### [Exercise requirements]
Among the records below, find the lines that contain "from" and copy each of them.

### [Source data]
····················

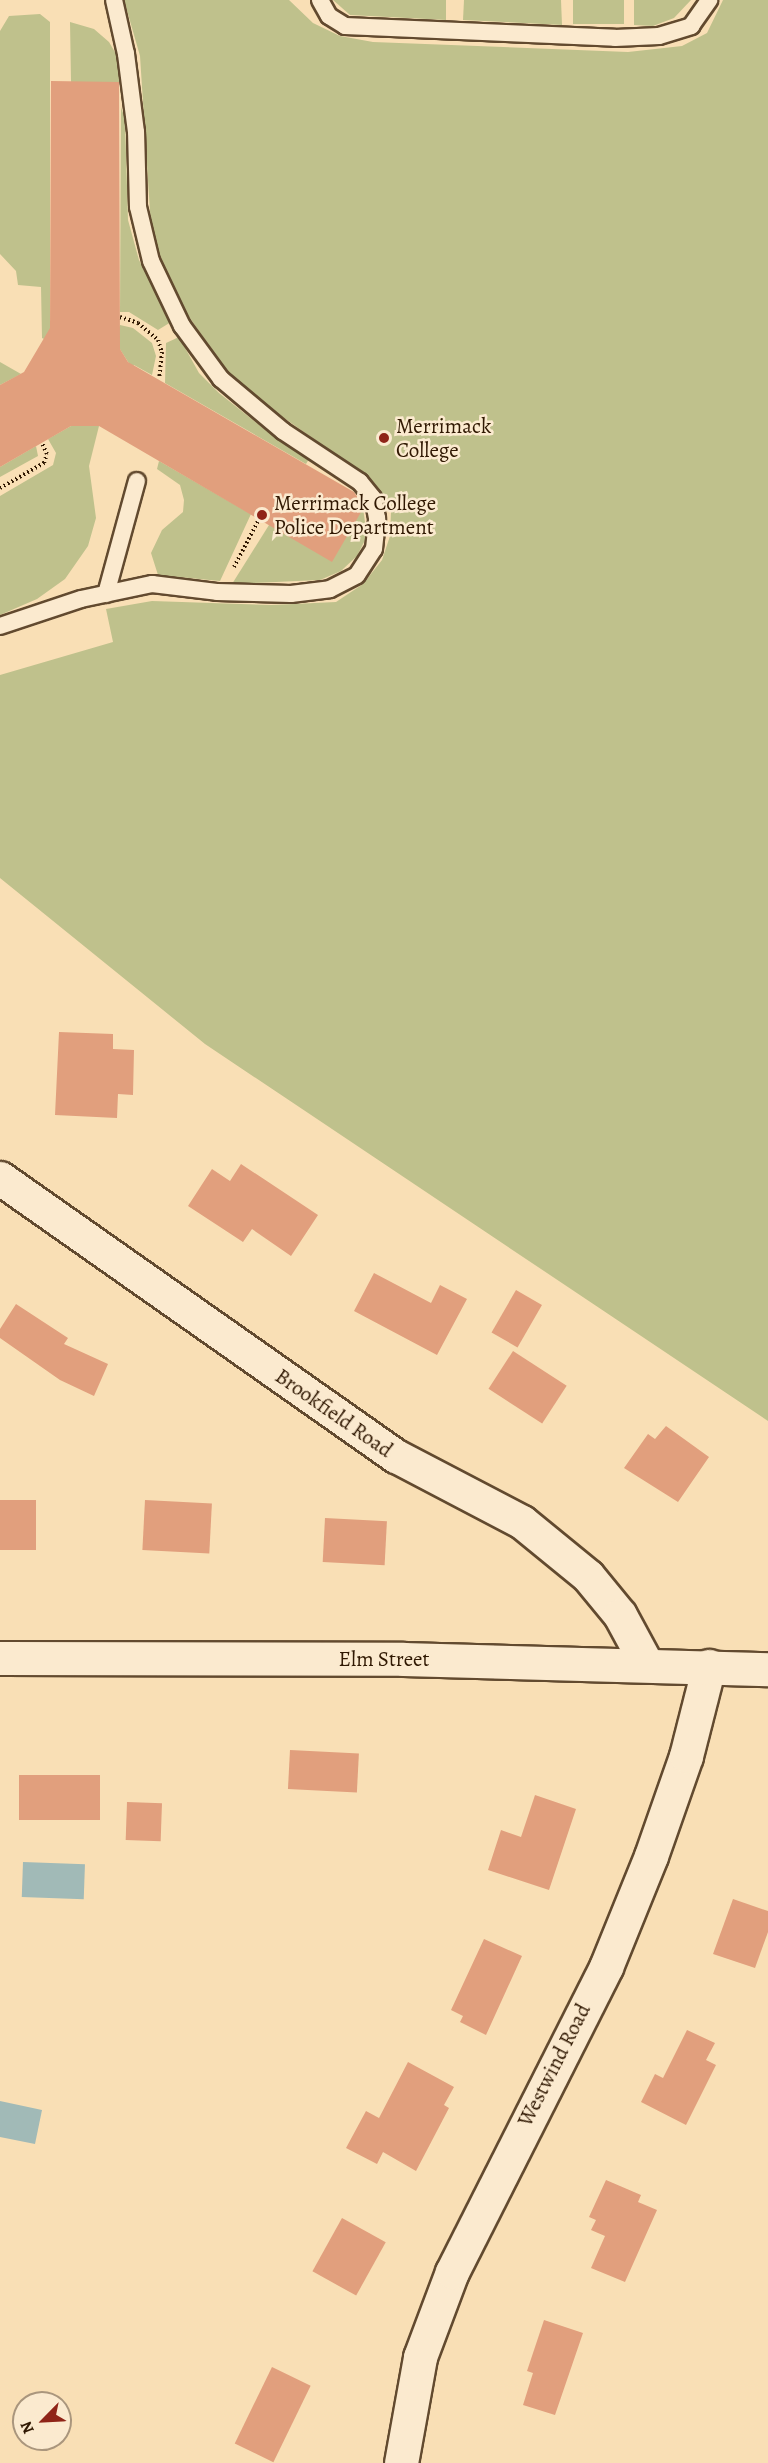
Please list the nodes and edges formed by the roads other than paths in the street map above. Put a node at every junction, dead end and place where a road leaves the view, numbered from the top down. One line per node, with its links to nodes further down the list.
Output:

····················

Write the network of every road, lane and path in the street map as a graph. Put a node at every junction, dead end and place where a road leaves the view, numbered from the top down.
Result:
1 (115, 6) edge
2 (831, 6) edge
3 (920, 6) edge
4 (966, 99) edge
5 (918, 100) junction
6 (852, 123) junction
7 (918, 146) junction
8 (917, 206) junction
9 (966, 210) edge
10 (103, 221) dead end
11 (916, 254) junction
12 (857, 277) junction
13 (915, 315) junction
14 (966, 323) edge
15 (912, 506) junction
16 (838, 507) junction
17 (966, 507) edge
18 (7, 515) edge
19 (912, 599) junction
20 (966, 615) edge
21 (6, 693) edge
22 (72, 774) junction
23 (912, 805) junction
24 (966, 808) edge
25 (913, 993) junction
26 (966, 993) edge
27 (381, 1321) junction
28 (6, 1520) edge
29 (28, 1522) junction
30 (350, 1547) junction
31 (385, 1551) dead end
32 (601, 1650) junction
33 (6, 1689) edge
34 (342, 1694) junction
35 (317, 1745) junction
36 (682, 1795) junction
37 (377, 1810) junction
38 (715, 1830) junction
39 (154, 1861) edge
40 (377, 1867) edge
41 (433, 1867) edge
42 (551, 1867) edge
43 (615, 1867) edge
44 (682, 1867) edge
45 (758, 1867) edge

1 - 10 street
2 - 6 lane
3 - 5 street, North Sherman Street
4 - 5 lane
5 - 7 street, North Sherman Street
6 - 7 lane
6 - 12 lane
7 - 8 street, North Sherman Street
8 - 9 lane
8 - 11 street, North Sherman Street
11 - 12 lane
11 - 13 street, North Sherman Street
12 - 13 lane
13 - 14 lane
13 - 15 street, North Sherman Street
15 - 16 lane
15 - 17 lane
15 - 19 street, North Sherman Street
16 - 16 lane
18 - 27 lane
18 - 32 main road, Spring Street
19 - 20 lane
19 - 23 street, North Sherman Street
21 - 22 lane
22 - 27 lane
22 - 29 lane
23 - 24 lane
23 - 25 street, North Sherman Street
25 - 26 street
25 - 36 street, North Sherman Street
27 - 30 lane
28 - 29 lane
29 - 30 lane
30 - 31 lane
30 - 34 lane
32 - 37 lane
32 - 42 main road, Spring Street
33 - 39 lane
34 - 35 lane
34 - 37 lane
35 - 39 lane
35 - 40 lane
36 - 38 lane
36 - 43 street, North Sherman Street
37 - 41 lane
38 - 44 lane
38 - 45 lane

····················

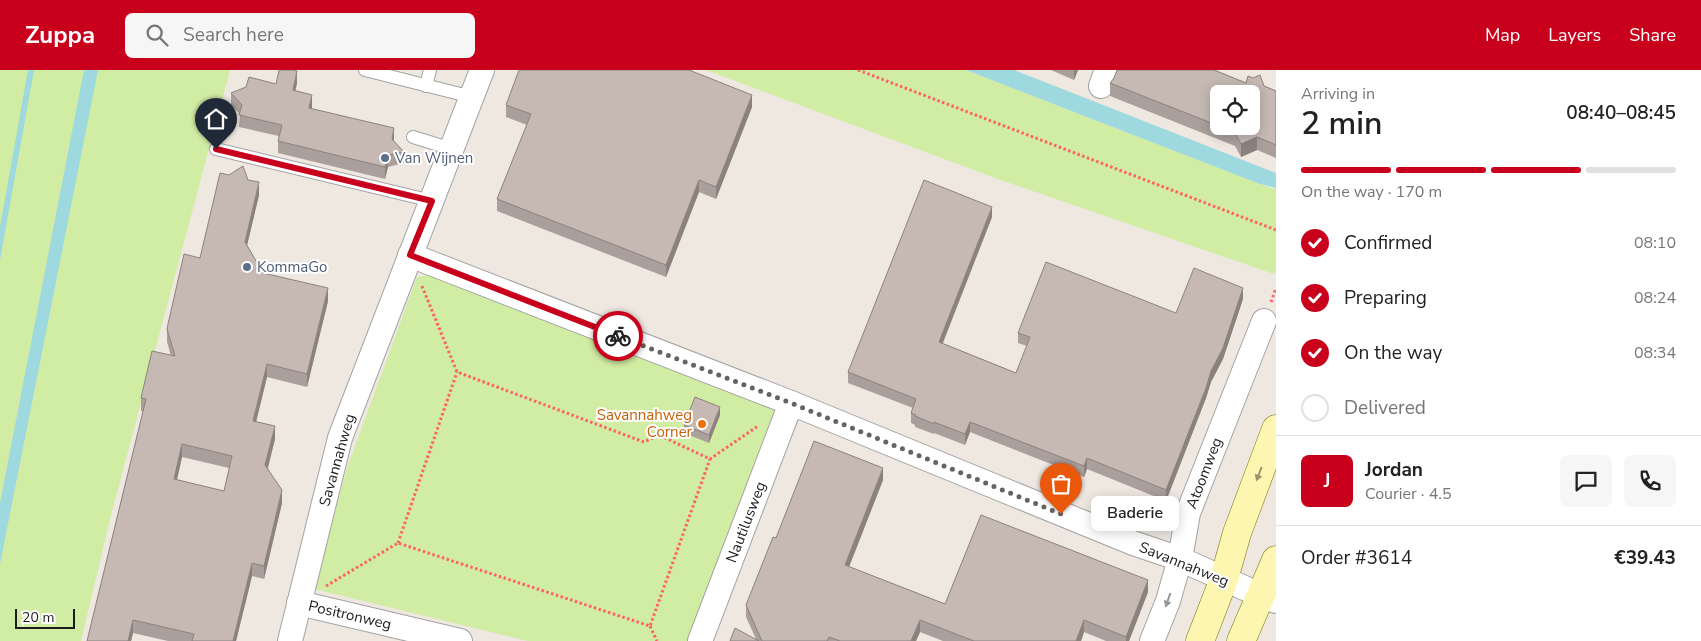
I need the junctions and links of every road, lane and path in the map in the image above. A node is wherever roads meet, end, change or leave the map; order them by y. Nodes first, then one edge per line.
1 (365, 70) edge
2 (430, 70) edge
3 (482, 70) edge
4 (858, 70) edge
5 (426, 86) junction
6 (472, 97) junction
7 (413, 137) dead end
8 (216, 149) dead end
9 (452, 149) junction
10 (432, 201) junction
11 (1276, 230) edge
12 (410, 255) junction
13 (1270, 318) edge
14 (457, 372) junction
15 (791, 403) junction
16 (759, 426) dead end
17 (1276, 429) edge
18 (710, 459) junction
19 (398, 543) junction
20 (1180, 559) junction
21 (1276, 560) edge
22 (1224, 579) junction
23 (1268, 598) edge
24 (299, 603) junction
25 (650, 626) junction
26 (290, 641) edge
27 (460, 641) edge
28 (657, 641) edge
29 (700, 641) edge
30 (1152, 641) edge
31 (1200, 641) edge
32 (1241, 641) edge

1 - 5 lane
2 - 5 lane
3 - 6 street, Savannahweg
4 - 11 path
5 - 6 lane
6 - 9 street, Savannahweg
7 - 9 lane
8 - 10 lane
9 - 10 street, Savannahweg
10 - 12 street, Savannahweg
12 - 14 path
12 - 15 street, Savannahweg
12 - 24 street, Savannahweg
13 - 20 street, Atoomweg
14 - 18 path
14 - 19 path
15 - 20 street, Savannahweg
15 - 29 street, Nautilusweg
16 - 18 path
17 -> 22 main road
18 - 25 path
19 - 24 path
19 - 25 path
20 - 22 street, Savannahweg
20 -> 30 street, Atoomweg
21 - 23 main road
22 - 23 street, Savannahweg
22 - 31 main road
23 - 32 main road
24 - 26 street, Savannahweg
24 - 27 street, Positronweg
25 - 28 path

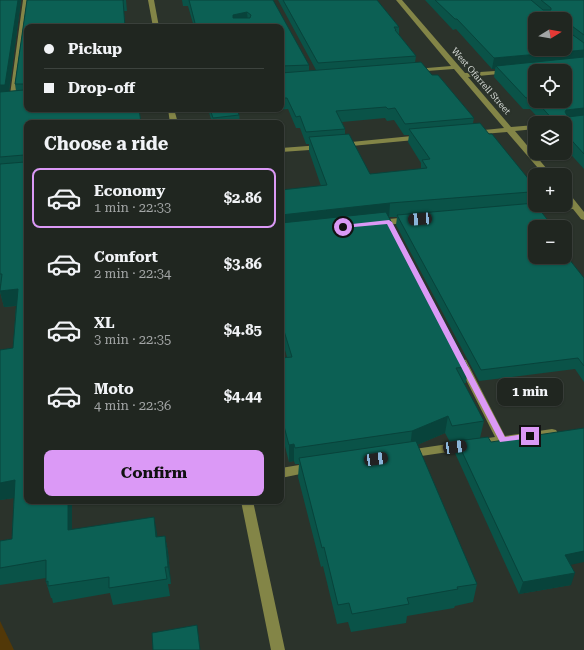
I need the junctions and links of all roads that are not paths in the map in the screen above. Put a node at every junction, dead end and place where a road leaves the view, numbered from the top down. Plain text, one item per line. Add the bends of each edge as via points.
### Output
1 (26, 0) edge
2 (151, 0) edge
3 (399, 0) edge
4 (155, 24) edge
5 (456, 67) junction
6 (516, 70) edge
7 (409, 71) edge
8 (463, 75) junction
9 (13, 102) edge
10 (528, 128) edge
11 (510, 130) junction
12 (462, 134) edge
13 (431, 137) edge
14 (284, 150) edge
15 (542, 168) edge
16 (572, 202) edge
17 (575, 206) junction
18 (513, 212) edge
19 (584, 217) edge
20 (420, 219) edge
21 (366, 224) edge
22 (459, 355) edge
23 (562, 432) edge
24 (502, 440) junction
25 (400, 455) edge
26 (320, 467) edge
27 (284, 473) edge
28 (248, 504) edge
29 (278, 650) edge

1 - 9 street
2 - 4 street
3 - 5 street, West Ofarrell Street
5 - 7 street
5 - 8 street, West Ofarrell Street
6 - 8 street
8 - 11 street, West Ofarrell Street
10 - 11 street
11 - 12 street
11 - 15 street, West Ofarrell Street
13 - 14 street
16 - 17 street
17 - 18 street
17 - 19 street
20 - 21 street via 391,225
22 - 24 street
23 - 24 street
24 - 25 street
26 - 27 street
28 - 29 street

····················

### [Answer to this exercise]
Please list the nodes and edges formed by the roads other than paths in the street map above. Put a node at every junction, dead end and place where a road leaves the view, numbered from the top down. One line per node, with its links to nodes further down the list.
Write the network of every road, lane and path in the street map as a graph. Put a node at every junction, dead end and place where a road leaves the view, numbered from the top down.
I need the junctions and links of all roads that are not paths in the map in the screen above. Put a node at every junction, dead end and place where a road leaves the view, numbered from the top down. Plain text, one item per line. Add the bends of each edge as via points.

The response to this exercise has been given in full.